それは思いの外 晴れやかな表情をしていて、とても今しがた長年の恋に破れた男の顔とは思えない。
「俺も単純だな。」
哀が自分の幸せを祈ってくれている。哀が帰りを待っていてくれる。
そう思うだけで、センチメンタルな気分が吹き飛んでしまった。
自分に苦笑しながら、もはや新一の頭には、「早く帰りたい」という思いしかない。
「帰らなくては」ではなく、「帰りたい」と自然に心に浮かぶ想い。
それが何を意味するのか、新一はまだ気付いていない。
(この世には、男が夢見る女神や天使のような女は存在しないのかもしれない。
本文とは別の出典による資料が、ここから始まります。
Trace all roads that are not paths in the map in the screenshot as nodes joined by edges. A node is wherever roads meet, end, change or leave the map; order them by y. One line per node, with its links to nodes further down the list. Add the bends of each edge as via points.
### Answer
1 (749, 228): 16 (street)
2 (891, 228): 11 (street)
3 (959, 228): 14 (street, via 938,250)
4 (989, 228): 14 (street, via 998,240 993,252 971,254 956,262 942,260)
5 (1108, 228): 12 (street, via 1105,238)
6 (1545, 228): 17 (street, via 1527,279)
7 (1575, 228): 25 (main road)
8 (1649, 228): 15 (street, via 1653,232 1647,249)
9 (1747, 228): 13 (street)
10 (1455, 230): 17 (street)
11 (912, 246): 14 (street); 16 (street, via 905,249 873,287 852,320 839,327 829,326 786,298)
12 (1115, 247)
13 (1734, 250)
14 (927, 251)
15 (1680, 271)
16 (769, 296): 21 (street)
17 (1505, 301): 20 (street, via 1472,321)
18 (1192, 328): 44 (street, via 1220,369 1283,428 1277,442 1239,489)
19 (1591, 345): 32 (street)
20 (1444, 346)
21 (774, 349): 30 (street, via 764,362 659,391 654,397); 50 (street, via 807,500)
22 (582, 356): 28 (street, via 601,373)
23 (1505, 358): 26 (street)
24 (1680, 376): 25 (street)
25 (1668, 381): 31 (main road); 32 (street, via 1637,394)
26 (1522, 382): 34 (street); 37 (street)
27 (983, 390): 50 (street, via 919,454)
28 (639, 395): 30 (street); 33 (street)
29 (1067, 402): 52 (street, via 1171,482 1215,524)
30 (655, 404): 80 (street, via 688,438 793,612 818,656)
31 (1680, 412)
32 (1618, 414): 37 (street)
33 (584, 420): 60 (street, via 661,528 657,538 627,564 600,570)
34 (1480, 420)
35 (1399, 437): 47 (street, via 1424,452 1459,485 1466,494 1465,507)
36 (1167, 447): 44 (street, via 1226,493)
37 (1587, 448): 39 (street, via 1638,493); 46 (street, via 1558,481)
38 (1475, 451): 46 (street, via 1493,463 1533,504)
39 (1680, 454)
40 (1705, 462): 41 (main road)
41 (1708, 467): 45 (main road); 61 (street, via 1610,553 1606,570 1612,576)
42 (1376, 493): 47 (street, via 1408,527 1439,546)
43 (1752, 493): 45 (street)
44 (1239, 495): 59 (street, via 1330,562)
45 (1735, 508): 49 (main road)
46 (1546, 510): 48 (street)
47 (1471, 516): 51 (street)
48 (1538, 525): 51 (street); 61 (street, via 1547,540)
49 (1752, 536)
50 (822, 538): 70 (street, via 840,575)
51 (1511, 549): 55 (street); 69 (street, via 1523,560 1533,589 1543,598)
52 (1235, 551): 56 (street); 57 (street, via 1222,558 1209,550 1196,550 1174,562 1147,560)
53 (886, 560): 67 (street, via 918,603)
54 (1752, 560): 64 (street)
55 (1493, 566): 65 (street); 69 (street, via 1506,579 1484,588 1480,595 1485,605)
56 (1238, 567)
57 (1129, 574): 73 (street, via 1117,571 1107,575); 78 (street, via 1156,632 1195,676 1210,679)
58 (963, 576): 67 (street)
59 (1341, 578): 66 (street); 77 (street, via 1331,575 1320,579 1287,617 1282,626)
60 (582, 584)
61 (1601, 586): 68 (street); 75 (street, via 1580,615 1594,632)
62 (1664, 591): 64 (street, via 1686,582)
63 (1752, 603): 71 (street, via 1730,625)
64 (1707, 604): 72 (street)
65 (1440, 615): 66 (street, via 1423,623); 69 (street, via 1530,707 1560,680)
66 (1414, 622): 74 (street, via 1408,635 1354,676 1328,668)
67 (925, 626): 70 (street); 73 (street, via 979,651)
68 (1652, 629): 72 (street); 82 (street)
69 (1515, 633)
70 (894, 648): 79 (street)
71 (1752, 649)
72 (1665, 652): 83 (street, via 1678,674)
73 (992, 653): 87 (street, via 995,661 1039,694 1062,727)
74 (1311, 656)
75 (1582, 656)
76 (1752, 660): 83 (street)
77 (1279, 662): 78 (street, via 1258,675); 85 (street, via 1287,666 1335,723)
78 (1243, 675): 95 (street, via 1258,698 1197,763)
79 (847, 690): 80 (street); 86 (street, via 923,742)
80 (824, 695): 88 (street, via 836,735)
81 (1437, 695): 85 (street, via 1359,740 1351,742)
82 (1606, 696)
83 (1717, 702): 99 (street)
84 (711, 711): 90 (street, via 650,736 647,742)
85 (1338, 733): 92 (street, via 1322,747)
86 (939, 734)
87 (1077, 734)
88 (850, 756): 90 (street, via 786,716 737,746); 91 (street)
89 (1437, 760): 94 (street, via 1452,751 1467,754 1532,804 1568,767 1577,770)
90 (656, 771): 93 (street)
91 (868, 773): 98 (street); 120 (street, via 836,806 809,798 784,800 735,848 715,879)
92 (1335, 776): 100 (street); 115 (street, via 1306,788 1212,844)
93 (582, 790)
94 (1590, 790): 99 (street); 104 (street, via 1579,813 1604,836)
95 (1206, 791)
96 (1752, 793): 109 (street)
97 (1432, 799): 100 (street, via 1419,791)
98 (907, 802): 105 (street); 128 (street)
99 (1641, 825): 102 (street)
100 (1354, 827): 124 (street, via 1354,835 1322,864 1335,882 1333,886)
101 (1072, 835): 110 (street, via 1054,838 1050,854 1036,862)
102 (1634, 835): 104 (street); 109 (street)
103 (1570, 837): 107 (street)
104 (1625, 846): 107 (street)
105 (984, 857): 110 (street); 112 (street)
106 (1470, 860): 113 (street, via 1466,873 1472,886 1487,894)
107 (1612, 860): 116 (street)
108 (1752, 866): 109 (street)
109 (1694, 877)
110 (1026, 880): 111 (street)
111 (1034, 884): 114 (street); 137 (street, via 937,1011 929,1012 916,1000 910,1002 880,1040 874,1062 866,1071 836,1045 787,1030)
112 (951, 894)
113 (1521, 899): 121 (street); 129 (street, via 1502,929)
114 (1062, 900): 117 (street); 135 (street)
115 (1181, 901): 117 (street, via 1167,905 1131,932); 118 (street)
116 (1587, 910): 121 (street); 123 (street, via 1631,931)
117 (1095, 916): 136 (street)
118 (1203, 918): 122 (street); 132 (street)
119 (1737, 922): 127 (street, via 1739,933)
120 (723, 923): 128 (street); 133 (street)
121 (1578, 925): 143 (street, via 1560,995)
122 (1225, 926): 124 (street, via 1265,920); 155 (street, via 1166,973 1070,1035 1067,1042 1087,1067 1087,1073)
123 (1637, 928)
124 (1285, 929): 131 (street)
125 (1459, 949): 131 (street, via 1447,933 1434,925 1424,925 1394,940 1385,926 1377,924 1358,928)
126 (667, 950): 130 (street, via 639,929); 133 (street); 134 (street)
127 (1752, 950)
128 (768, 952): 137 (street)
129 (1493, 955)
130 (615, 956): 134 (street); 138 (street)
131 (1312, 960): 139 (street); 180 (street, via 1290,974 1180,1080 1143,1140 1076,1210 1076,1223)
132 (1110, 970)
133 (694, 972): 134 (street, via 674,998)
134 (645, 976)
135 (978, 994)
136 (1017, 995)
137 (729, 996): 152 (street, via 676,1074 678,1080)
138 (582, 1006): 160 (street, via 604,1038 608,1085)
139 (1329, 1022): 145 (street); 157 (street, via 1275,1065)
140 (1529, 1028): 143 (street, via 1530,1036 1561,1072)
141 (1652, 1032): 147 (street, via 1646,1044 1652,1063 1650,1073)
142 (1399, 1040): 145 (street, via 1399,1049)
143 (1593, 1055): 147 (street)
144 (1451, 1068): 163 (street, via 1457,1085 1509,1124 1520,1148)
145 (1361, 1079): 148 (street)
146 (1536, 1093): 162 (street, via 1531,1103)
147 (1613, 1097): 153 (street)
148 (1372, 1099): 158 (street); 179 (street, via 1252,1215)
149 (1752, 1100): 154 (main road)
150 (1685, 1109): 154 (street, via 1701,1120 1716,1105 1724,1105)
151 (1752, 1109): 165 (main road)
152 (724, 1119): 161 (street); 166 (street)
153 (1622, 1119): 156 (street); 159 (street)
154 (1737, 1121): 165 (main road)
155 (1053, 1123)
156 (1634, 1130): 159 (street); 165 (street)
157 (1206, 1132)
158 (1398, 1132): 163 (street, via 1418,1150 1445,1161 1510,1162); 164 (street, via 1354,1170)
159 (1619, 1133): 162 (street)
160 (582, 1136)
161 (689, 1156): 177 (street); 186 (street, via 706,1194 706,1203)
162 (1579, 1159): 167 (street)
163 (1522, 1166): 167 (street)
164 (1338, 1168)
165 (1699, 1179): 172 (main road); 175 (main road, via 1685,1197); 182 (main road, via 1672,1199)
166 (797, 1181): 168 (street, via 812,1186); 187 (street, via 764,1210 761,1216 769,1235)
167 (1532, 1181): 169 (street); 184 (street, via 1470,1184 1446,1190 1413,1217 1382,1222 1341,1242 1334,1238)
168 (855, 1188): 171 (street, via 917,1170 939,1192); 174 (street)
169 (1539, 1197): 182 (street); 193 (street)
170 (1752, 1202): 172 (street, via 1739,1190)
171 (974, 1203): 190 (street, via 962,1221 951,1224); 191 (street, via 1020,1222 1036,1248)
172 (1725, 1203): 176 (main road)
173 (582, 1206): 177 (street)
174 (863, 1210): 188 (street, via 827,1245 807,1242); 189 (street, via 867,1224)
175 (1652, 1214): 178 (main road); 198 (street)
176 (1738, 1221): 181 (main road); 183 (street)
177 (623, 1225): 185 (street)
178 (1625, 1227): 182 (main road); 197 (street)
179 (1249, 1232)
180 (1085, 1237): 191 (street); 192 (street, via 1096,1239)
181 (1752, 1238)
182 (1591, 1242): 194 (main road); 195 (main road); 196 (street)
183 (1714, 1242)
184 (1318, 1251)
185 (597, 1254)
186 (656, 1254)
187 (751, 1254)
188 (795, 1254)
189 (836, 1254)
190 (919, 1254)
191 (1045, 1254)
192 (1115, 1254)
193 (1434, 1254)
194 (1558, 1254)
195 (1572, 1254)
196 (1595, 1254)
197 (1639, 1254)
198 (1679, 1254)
)
(それでも、自分の帰りを待っててくれる生身の女は確かにいる。)
この日、新一は幸せな気分で長い初恋を卒業したのだった。
―――――――
補足:
新一は自宅、哀ちゃんは博士の家に住んでますが、食事はほぼ毎日博士の家でお世話になってます。
***雪月花桜の感想***
蘭視点本編との落差を味わいにもう一度本編を読むのをオススメします。
( ゚∀゚)アハハ八八ノヽノヽノヽノ \ / \/ \
すっごーい落差。蘭がもう一度新一に惚れて、新一ももしかしたらとか妄想くねくね しているはしから
僅かに残っていた『理想の天使』像を自ら粉々にしていたのでした。
ただ新一も実物大の蘭ではなく、幼い日の少女に恋をしたまま だったのではないかとも思えました。
それに理想も加えてしまってそんな女の子いなかったのだと。
そういう事ってありますよね 最初に好きになったのって、人でも物でも結構思い入れありますし、印象深いですし。
案外初恋って、誰しもそういう幻想フィルター掛けてみているのかもしれませんね。
そして哀ちゃんに対しての『帰りたい』 また一滴の水を彷彿とさせました。